> **YOUR OBJECTIVE**:
Check each line of the data, and copy those where "bridge" appears.

> **DATA TO PROCESS**:
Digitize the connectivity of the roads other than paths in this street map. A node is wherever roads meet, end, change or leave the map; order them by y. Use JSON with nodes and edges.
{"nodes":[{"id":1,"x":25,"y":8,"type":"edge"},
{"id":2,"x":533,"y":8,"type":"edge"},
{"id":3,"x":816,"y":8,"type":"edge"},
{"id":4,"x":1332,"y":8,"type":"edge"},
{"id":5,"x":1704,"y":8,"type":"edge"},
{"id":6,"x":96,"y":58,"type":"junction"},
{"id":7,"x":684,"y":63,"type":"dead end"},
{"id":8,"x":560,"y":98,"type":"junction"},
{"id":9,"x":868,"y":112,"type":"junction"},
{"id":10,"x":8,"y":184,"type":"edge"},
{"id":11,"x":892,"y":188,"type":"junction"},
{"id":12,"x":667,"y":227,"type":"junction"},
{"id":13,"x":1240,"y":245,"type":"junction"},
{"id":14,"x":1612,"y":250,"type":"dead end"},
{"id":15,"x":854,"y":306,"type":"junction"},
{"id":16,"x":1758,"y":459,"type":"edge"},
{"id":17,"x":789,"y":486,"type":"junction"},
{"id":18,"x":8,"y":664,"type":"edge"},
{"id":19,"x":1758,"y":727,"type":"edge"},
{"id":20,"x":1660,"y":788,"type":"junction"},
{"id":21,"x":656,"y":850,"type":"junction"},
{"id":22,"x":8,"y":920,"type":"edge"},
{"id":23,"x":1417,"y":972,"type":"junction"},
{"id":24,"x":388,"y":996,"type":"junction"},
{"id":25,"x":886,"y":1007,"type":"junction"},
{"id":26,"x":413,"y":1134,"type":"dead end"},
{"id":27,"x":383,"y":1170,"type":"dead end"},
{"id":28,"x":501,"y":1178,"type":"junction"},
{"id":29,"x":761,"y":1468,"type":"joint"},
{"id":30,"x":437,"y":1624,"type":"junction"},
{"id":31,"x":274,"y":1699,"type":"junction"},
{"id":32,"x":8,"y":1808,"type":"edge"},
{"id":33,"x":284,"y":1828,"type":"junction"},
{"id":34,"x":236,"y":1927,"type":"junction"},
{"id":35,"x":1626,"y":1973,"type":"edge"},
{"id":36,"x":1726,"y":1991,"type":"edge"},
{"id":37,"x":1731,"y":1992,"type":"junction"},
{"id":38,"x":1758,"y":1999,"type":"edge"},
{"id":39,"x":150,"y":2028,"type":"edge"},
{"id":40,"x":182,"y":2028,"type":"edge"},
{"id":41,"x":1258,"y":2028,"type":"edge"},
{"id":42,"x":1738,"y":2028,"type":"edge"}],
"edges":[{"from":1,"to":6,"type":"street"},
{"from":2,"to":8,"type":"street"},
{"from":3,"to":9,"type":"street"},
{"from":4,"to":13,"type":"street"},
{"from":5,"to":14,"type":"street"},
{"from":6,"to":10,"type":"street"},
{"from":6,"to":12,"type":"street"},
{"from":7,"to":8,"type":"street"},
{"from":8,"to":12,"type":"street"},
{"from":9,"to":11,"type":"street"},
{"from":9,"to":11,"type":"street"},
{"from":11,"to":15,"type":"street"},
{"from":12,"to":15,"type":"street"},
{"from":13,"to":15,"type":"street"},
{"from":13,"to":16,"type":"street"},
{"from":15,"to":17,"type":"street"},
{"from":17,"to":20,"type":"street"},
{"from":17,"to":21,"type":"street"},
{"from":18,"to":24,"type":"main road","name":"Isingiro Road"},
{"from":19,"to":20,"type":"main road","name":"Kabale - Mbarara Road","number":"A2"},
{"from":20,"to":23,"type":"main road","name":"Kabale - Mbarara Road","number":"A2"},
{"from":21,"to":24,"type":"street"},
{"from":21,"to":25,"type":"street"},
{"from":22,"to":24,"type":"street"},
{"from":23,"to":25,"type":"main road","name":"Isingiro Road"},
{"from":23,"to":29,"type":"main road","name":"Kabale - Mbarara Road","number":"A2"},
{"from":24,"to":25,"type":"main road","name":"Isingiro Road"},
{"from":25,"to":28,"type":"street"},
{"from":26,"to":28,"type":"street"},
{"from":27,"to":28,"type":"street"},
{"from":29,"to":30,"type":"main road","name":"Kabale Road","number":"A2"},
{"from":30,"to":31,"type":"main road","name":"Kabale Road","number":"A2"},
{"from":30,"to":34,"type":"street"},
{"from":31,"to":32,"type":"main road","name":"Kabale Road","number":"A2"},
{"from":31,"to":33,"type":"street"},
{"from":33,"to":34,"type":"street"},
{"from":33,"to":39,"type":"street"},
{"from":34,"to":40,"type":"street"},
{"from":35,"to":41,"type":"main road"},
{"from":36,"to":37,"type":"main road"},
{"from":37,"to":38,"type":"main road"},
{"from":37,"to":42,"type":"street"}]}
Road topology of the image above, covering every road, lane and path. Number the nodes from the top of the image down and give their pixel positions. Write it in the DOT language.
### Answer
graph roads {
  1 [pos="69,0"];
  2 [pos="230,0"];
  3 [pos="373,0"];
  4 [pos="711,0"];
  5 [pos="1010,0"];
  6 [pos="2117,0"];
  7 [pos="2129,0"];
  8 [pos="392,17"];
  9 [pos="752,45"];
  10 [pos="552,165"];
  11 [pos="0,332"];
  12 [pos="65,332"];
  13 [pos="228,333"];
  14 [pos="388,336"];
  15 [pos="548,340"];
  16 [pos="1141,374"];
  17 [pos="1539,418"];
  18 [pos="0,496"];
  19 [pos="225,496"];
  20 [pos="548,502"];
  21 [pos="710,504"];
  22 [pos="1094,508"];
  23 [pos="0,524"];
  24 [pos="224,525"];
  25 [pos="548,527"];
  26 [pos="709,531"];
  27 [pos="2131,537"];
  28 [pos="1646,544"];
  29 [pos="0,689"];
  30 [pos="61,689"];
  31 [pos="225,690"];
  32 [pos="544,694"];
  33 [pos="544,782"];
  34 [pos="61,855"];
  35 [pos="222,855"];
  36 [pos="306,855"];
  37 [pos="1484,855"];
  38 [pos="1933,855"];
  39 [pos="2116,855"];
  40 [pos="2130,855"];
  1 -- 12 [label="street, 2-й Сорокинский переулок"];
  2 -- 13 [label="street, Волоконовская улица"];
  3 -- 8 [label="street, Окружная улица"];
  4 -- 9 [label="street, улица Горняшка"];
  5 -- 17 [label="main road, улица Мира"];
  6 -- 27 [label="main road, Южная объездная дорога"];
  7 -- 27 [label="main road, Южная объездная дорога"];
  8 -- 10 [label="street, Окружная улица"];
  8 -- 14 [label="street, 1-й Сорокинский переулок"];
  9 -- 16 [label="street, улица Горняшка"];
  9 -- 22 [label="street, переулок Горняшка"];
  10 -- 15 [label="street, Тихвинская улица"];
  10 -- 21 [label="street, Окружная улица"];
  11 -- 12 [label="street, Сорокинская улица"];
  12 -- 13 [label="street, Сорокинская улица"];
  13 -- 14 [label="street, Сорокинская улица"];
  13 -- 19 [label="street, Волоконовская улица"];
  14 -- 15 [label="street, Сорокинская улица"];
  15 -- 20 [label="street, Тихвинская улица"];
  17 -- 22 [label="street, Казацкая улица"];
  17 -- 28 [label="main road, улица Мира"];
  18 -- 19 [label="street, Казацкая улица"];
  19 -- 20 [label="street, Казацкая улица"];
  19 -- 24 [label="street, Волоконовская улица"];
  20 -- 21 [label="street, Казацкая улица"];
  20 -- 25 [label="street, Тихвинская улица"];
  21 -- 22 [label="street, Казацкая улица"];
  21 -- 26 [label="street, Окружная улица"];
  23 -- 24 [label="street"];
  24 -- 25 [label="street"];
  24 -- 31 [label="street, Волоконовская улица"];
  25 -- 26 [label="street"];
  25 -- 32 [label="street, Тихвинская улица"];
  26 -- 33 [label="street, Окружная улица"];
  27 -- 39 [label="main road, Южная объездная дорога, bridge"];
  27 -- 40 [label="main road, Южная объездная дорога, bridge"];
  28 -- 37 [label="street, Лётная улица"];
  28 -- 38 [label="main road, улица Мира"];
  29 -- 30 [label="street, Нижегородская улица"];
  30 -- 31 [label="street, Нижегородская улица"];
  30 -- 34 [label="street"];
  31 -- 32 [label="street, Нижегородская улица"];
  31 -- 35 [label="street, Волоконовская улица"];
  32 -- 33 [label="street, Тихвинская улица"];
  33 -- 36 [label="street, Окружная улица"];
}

> **ANSWER SECTION**:
  27 -- 39 [label="main road, Южная объездная дорога, bridge"];
  27 -- 40 [label="main road, Южная объездная дорога, bridge"];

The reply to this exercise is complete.